Optimizing queries

To understand how to optimize queries, it is imperative to have an understanding of how queries work and how reported data is stored internally on the appliance. Each domain is associated with a particular predefined set of data. For example, Access domain for captured traffic, Exception domain for captured errors from the database server, or Guardium activity domain to monitor activities that are performed by Guardium users.

Most of the domains deal with small amounts of data and are irrelevant for this performance description. The Access domain is one domain that deals with large amounts of data that is used often. This domain contains database activity data that is captured by an appliance. This domain is composed of many tables with many millions of rows of data in each table. Carefully consider your decisions when you are designing queries in this domain. Each entity in the domain corresponds to an underlying table and has a list of attributes. Attributes correspond to fields in the table. When you select fields (attributes) from the Session entity and some other fields from the SQL entity, these two entities are joined to retrieve the data that you request. The more entities that are joined in your query, the more complex the final query is and the longer it takes to produce the results.

Guardium monitors and captures numerous details about database user activity. All of this information can be put into the following major categories.

Who: Describes a connection to a database, who made a connection, and when the connection was made.
What: Contains the SQL statements that ran on the database.

Connection details include attributes (fields), such as Server IP, DB Type, DB User Name. This information is recorded in the Client/Server and Session entities. Two entities are used: even though the login information (for example, IP, user name) of a user stays the same for every connection, every connection has unique information, for example, login time or client port. The relatively static, repeatable login information is stored in the Client/Server entity and the unique, connection-specific information is stored in the Session entity. Splitting information between two entities helps to reduce data redundancy and saves disk space.

In addition to login information, Guardium captures the SQL statements that are issued by the user or an application.
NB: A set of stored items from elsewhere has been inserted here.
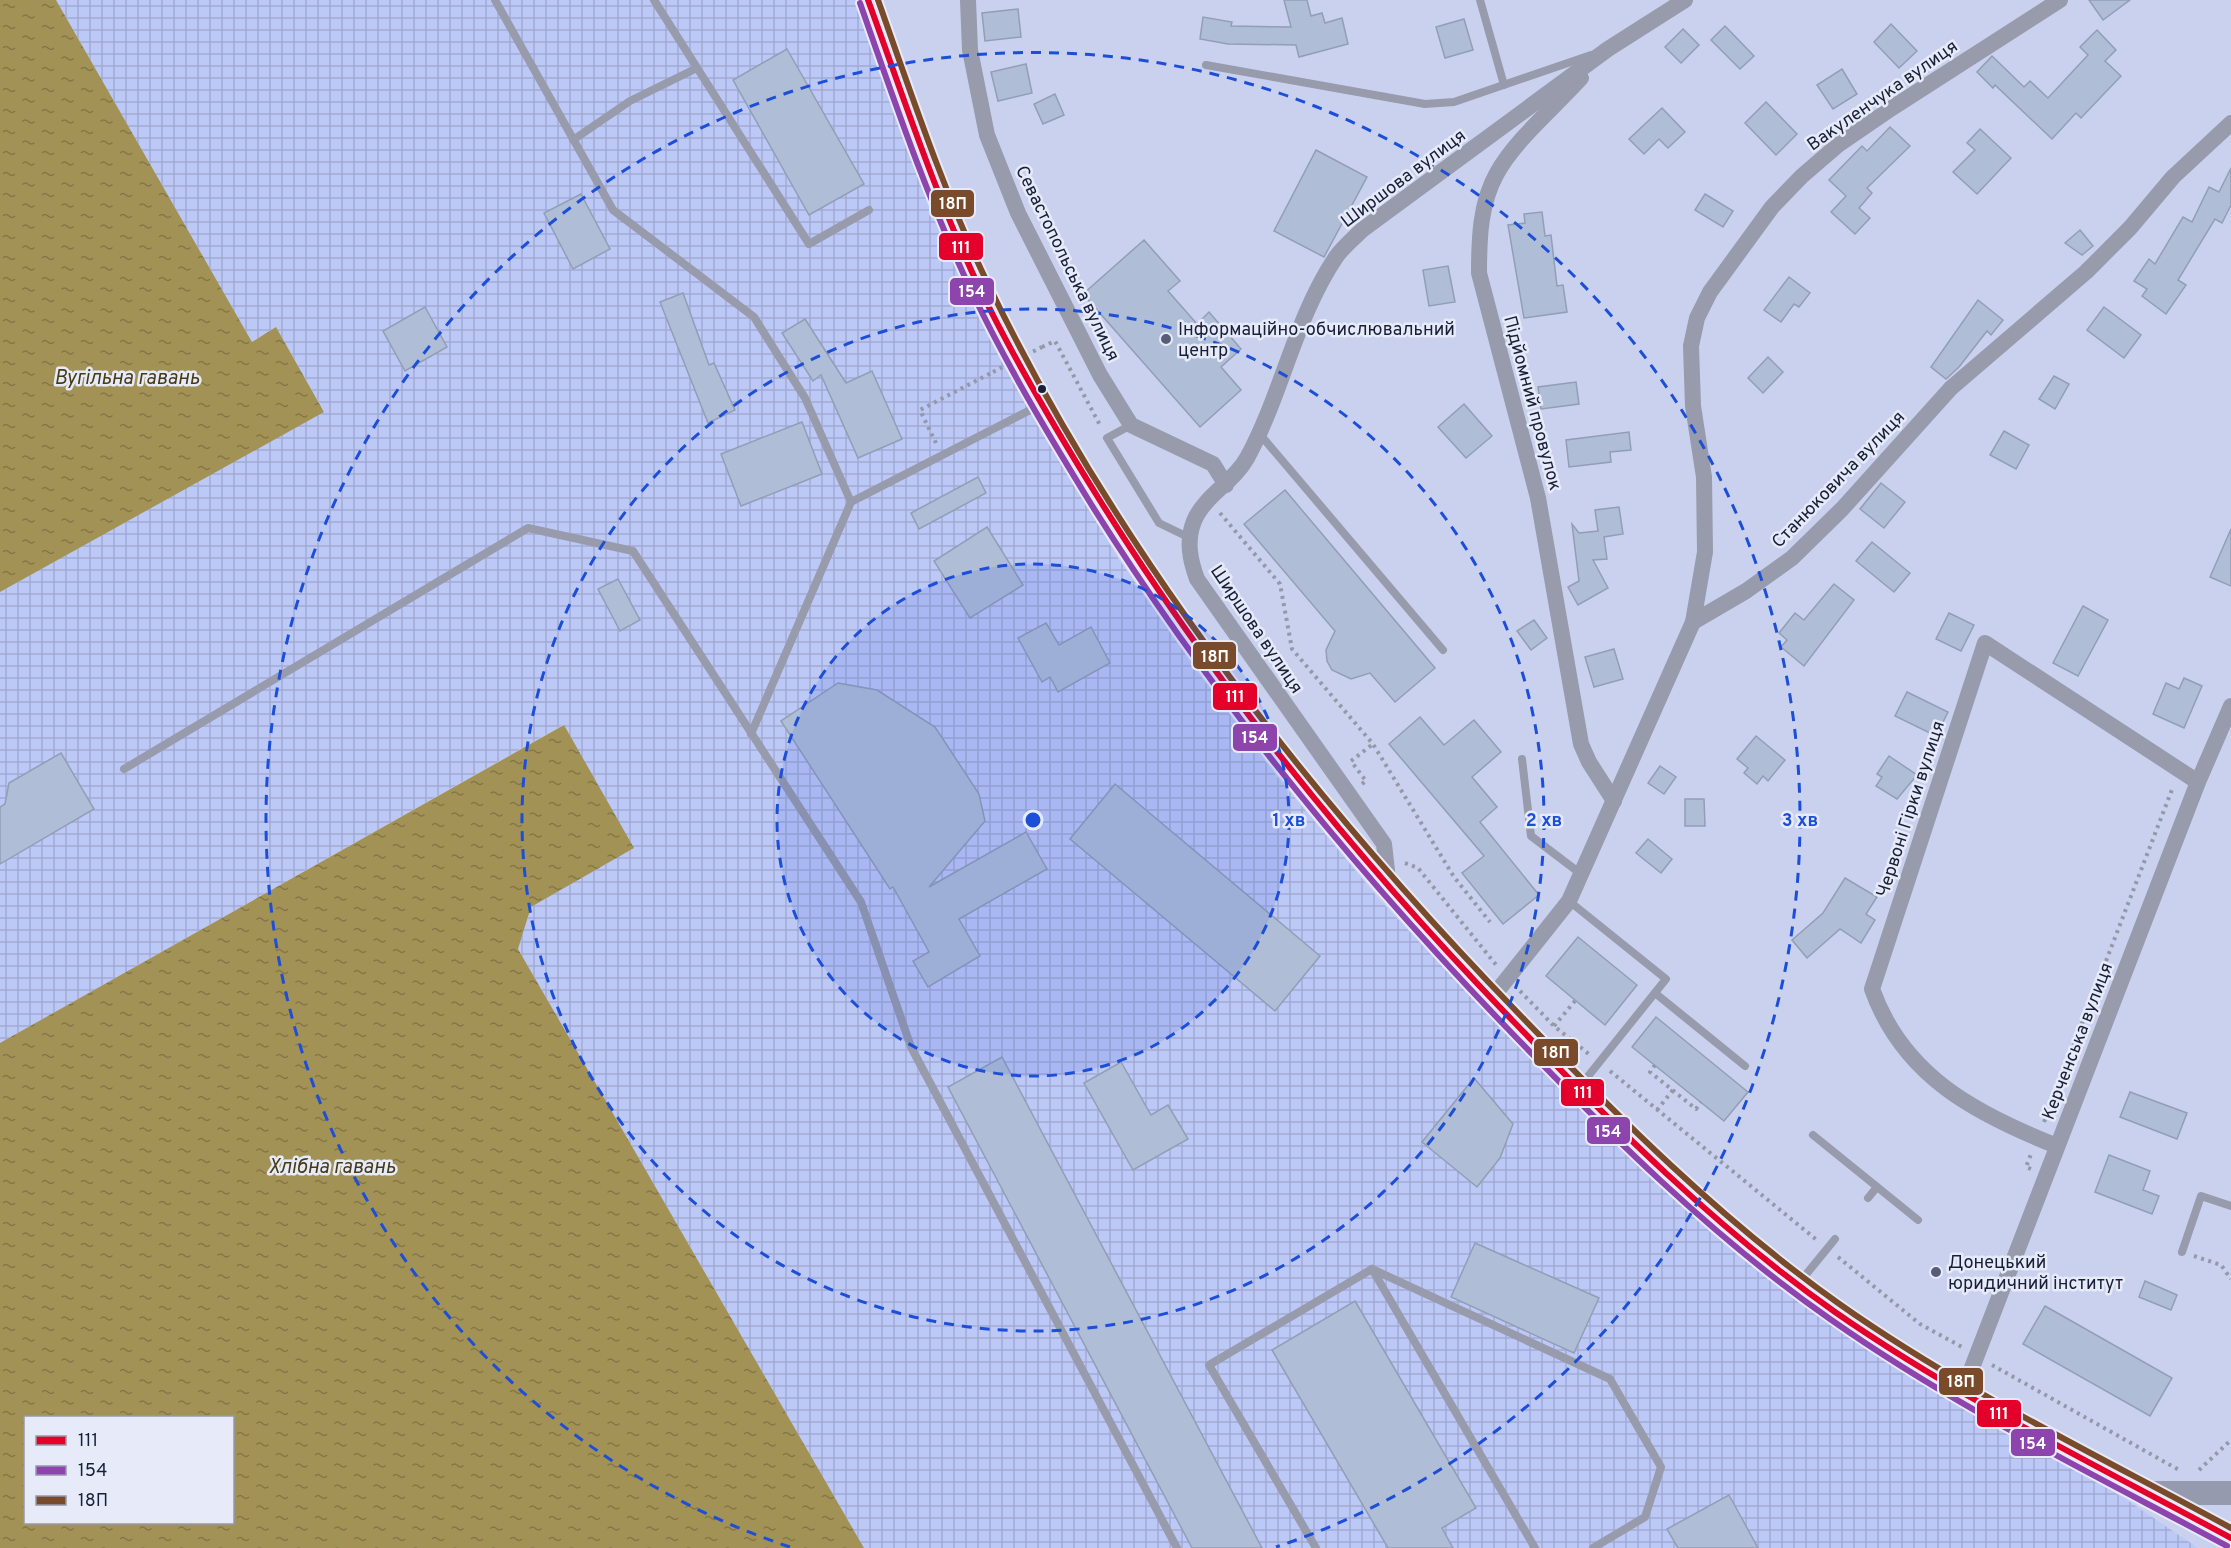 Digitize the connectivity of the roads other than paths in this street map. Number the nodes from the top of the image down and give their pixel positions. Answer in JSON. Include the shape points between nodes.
{"nodes":[{"id":1,"x":495,"y":0,"type":"edge"},
{"id":2,"x":654,"y":0,"type":"edge"},
{"id":3,"x":868,"y":0,"type":"edge"},
{"id":4,"x":969,"y":0,"type":"edge"},
{"id":5,"x":1480,"y":0,"type":"edge"},
{"id":6,"x":1685,"y":0,"type":"edge"},
{"id":7,"x":2060,"y":0,"type":"edge"},
{"id":8,"x":1608,"y":49,"type":"junction"},
{"id":9,"x":1206,"y":65,"type":"dead end"},
{"id":10,"x":697,"y":68,"type":"junction"},
{"id":11,"x":1504,"y":85,"type":"junction"},
{"id":12,"x":2231,"y":123,"type":"edge"},
{"id":13,"x":573,"y":140,"type":"junction"},
{"id":14,"x":869,"y":210,"type":"dead end"},
{"id":15,"x":1041,"y":405,"type":"junction"},
{"id":16,"x":1131,"y":424,"type":"junction"},
{"id":17,"x":1258,"y":432,"type":"junction"},
{"id":18,"x":1226,"y":485,"type":"junction"},
{"id":19,"x":851,"y":502,"type":"junction"},
{"id":20,"x":1190,"y":538,"type":"junction"},
{"id":21,"x":1693,"y":622,"type":"junction"},
{"id":22,"x":1443,"y":650,"type":"dead end"},
{"id":23,"x":2231,"y":706,"type":"edge"},
{"id":24,"x":751,"y":734,"type":"junction"},
{"id":25,"x":1522,"y":759,"type":"dead end"},
{"id":26,"x":124,"y":769,"type":"dead end"},
{"id":27,"x":2198,"y":782,"type":"junction"},
{"id":28,"x":1614,"y":801,"type":"junction"},
{"id":29,"x":1581,"y":874,"type":"junction"},
{"id":30,"x":1389,"y":891,"type":"junction"},
{"id":31,"x":1569,"y":901,"type":"junction"},
{"id":32,"x":1655,"y":993,"type":"junction"},
{"id":33,"x":1491,"y":999,"type":"junction"},
{"id":34,"x":1745,"y":1066,"type":"dead end"},
{"id":35,"x":1578,"y":1087,"type":"junction"},
{"id":36,"x":1813,"y":1135,"type":"dead end"},
{"id":37,"x":2057,"y":1146,"type":"junction"},
{"id":38,"x":1877,"y":1187,"type":"junction"},
{"id":39,"x":1868,"y":1198,"type":"dead end"},
{"id":40,"x":2231,"y":1206,"type":"edge"},
{"id":41,"x":1918,"y":1220,"type":"dead end"},
{"id":42,"x":1835,"y":1239,"type":"dead end"},
{"id":43,"x":2182,"y":1252,"type":"road end"},
{"id":44,"x":1372,"y":1269,"type":"junction"},
{"id":45,"x":1798,"y":1284,"type":"junction"},
{"id":46,"x":1963,"y":1391,"type":"junction"},
{"id":47,"x":2147,"y":1492,"type":"junction"},
{"id":48,"x":2231,"y":1493,"type":"edge"},
{"id":49,"x":2231,"y":1538,"type":"edge"},
{"id":50,"x":1176,"y":1548,"type":"edge"},
{"id":51,"x":1316,"y":1548,"type":"edge"},
{"id":52,"x":1535,"y":1548,"type":"edge"},
{"id":53,"x":1593,"y":1548,"type":"edge"}],
"edges":[{"from":1,"to":13,"type":"lane"},
{"from":2,"to":10,"type":"lane"},
{"from":3,"to":15,"type":"street","via":[[912,124],[967,259]]},
{"from":4,"to":16,"type":"street","name":"Севастопольська вулиця","via":[[970,50],[987,135],[1018,213],[1100,375]]},
{"from":5,"to":11,"type":"lane"},
{"from":6,"to":8,"type":"street","name":"Ширшова вулиця"},
{"from":7,"to":21,"type":"street","name":"Вакуленчука вулиця","via":[[1838,145],[1772,207],[1710,292],[1697,318],[1691,346],[1693,406],[1704,477],[1705,552]]},
{"from":8,"to":11,"type":"lane"},
{"from":8,"to":17,"type":"street","name":"Ширшова вулиця","via":[[1362,230],[1338,255],[1320,284]]},
{"from":8,"to":28,"type":"street","name":"Підйомний провулок","via":[[1497,173],[1485,203],[1479,273],[1538,498],[1581,744]]},
{"from":9,"to":11,"type":"lane","via":[[1425,104],[1454,102]]},
{"from":10,"to":13,"type":"lane","via":[[630,101]]},
{"from":10,"to":14,"type":"lane","via":[[809,244]]},
{"from":12,"to":21,"type":"street","name":"Станюковича вулиця","via":[[2173,177],[2086,272],[1951,388],[1842,509],[1792,558]]},
{"from":13,"to":19,"type":"lane","via":[[613,210],[754,317],[805,398]]},
{"from":15,"to":19,"type":"lane"},
{"from":15,"to":30,"type":"street","via":[[1129,551],[1205,659],[1285,766]]},
{"from":16,"to":18,"type":"street","via":[[1213,464]]},
{"from":16,"to":20,"type":"lane","via":[[1107,438],[1159,523]]},
{"from":17,"to":18,"type":"street","name":"Ширшова вулиця","via":[[1247,458]]},
{"from":17,"to":22,"type":"lane"},
{"from":18,"to":20,"type":"street","name":"Ширшова вулиця","via":[[1208,499],[1193,523]]},
{"from":19,"to":24,"type":"lane"},
{"from":20,"to":30,"type":"street","name":"Ширшова вулиця","via":[[1190,559],[1197,579],[1384,844]]},
{"from":21,"to":28,"type":"street"},
{"from":23,"to":27,"type":"street","name":"Керченська вулиця"},
{"from":24,"to":26,"type":"lane","via":[[633,551],[528,528]]},
{"from":24,"to":50,"type":"lane","via":[[861,902],[911,1047]]},
{"from":25,"to":29,"type":"lane","via":[[1531,836]]},
{"from":27,"to":37,"type":"street","name":"Керченська вулиця"},
{"from":27,"to":37,"type":"street","name":"Червоні Гірки вулиця","via":[[1985,643],[1872,989],[1882,1017],[1927,1075],[1955,1097]]},
{"from":28,"to":29,"type":"street"},
{"from":29,"to":31,"type":"street"},
{"from":30,"to":33,"type":"street"},
{"from":31,"to":32,"type":"lane","via":[[1666,979]]},
{"from":31,"to":33,"type":"street"},
{"from":32,"to":34,"type":"lane"},
{"from":32,"to":35,"type":"lane"},
{"from":33,"to":35,"type":"street"},
{"from":35,"to":45,"type":"street","via":[[1660,1170]]},
{"from":36,"to":38,"type":"lane"},
{"from":37,"to":46,"type":"street","name":"Керченська вулиця"},
{"from":38,"to":39,"type":"lane"},
{"from":38,"to":41,"type":"lane"},
{"from":40,"to":43,"type":"lane","via":[[2201,1196]]},
{"from":42,"to":45,"type":"lane"},
{"from":44,"to":51,"type":"lane","via":[[1209,1365]]},
{"from":44,"to":52,"type":"lane"},
{"from":44,"to":53,"type":"lane","via":[[1610,1379],[1661,1467],[1646,1517]]},
{"from":45,"to":46,"type":"street","via":[[1838,1314]]},
{"from":46,"to":47,"type":"street"},
{"from":47,"to":48,"type":"street"},
{"from":47,"to":49,"type":"street"}]}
The SQL statements are recorded in the SQL entity. To create queries with conditions on specific groups of tables, or sets of commands, Guardium parses captured SQLs to commands, objects, and fields, and places this information in three other entities: Commands, Objects, and Fields.

If you want to create a query that shows only the activity on a particular table, you can create a query with a condition, such as
Where OBJECT.OBJECT_NAME = 'myTable'
Or, if you want to create a query that shows only DML activity, you can create query condition, such as
WHERE COMMAND.VERB in group 'DML commands'
The redundancy here helps to create more efficient queries. When you create a query, you first enter a query name, then you select a main entity. It is important to select a main entity that indicates to the Query-Report builder the focal point for the new query and how to construct a query. Ultimately, it might also affect query performance.

For example, you can create two queries with identical fields, one with the main entity as Session, and the other with Command. The attributes are:

Session start time
Session end time
Client IP
Server IP
DB user name
Source program

The following query is generated by the Query-Report builder with the Session main entity:
select ... from GDM_ACCESS, GDM_SESSION where.... The following query is generated by the Query-Report builder with the Command main entity:
select ... from GDM_ACCESS, GDM_SESSION, GDM_CONSTRUCT_INSTANCE, GDM_SENTENCE where...
Both queries have the same columns. However, the first query joins two tables to produce the results and the second query has four tables that participated. The second query takes longer to complete. Even more important, most likely the second report has more records and some of the rows appear multiple times.

When Command is selected as the main entity, the Query-Report builder defines the report with the focus on “command”. A session usually has many commands. Each command appears on the report in a separate row. Even if a session has no commands, there is a row for the session in the report, with an empty Command column. Main entities are organized hierarchically from high-level details to more granular. The main entity defines the level of details in the report. Selecting a main entity on too high a level in the list might limit your ability to select fields to report. An example is a single SQL statement with multiple fields. If you select SQL as a main entity, your level of detail is an SQL statement and each line in the report is dedicated to one SQL statement. This means that you cannot display fields in the same line because there is no space for multiple fields.

However, you can use the Count function to display total count of the fields in an SQL statement or the Max function to display the highest field value. If you query definition has SQL as the main entity for database activity, you cannot add the SQL Verb field from the Command entity because the Command entity is positioned lower than SQL entity in the entity list. Therefore, you cannot use the field value directly but you can apply the value to one of the math functions, such as Count, Min, or Max.

When you are designing a new query, consider the relationships between entities to avoid data redundancy in reports.

Certain database operations (such as GROUP BY, DISTINCT, ORDER BY, or HAVING clauses) provide flexibility to the Query-Report builder. However, these operations might take more processor time. If you have report performance issues, consider revising your report to limit the usage of these database operations.

In general, the data volume that is stored on the appliance is the major factor that can affect the report performance. When you tune the report performance, consider the following points:

Define the purge process to run nightly.
Configure the data retention period to the minimum that is allowed by your business requirements.
Record Full SQL only when it is necessary (for example, to monitor sensitive objects or privileged users). Full SQL tables can add data volume quickly.
Reduce the period of the report to have a positive effect on the report run time.

In centrally managed environments, reports frequently run on the aggregators instead of the collectors. Data that is exported from the collectors nightly in one-day chunks is transferred to the aggregator. On an aggregator, data from multiple collectors and multiple days is merged for reports. For efficiency reasons, not all of the data that is presented on an aggregator is merged and made available for reports. The merge period defines the date range that you can use in reports. It shows on top of every report you run. The default merge period is 14 days for interactive reports. The merge period is a derived internally. The merge period doesn't impact the date range available for audit processes.

Tip: Keep your purge period at a maximum of 90 days, and the maximum number of collectors that report to an aggregator at 10 to ensure timely data aggregation (and keep the merge period at 14).